As a kid, I did nothing but sit and draw if I could. Of course, since mom was deaf, dad was gone, and we were somewhat poor, paper was a problem. We had some friends, actually, who ran a boarding house in downtown LaCrosse that were fairly comfortable, and indeed, that’s where my dad stayed when he first came to town, and met and married mom. But he was long gone again, working construction in Alaska, far away, and had stopped sending money. Anyway, one of the family members worked for an office that had tons of paper invoice stock they replaced, and I got a huge stack of invoices right before Christmas one year.
What a thrill! Paper! So exciting! I could sit and draw for hours and hours and not have to worry about running out!
Other neighborhood kids were out racing around pretending to be cowboys and Indians, or Nazi’s and American soldiers and playing war, and shooting each other. I would participate when I felt like it, but prioritized sitting around drawing. One could draw after dark, even.

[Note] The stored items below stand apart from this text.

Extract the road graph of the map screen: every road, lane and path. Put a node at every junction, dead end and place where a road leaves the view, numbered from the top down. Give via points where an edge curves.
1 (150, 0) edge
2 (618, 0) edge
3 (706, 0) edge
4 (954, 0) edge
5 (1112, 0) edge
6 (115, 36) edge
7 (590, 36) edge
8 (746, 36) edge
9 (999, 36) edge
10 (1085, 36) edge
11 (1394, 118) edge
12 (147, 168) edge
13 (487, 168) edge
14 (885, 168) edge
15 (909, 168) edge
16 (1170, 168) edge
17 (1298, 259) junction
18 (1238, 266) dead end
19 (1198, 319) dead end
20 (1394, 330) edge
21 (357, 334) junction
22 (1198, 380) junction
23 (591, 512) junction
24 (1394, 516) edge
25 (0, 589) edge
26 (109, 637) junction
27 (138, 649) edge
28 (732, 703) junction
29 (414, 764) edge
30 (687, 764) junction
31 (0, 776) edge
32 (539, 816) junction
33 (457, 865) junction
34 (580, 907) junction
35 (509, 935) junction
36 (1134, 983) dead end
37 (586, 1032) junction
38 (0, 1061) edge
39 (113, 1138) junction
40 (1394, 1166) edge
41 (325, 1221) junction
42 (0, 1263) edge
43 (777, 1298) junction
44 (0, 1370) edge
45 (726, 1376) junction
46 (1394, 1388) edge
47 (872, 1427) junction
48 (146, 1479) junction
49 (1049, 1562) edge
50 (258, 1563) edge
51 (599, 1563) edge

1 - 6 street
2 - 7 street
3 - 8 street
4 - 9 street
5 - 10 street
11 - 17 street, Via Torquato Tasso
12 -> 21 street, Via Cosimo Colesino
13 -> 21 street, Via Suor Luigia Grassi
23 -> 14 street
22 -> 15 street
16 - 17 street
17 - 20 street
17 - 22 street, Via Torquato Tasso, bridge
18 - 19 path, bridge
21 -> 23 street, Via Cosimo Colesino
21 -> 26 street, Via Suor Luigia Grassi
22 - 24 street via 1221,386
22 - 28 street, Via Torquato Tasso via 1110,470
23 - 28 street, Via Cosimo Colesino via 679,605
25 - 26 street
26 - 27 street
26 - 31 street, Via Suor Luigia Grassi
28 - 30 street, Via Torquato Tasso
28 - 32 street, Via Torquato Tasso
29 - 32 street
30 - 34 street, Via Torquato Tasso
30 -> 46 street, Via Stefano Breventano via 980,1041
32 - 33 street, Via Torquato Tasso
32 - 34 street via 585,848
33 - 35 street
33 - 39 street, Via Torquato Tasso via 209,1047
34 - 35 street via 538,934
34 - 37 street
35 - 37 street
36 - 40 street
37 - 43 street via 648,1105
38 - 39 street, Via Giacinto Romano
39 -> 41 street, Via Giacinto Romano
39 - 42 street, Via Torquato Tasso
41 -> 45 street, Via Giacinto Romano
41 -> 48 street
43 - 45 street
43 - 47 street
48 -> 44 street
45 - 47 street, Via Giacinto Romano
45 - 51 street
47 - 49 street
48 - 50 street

We would play pretend so well, we even held hostages in the garage, tied up, and others were charged with their rescue. We held funerals for dead squirrels and birds, and since the grave yard wasn’t far away, we could even find small bits of good stone to use for grave markings. There were piles of them just laying there near the swamp, as I recall, rejected by the stone cutters.
Life was so different from today. How kids grow up now doesn’t prepare them for survival, or for reality at all. Without a phone or other electronic device, they get bored.
I was often boring, still am, but, hey, I’m never ever bored! I know my own brain has such stuff in it, and my brain wants more! I’m curious! Nosy! And I see things art training taught me to see.
I see reflected light. I see values, light and dark, that most folks never notice! I see reflected colors everywhere. All the shades of green, so many. Painting landscape is difficult, because green is so very varied in shade, hue and value because of the way light hits it.
I wish I could find a few of my old paintings. There were some that got hung in a real estate office that offered to share local artists work, and then shut it’s doors and went away. I’ve lost other art as well. My large scale plywood sculpture disintegrated and began to fall apart, and I had to take it down. Only have one decent picture of it. Well, maybe there are more, but I’d have to go through boxes of pictures hidden around the house, God alone knows where. Under the basement stairs? In the attic? Under my bed?
Someday, I keep saying.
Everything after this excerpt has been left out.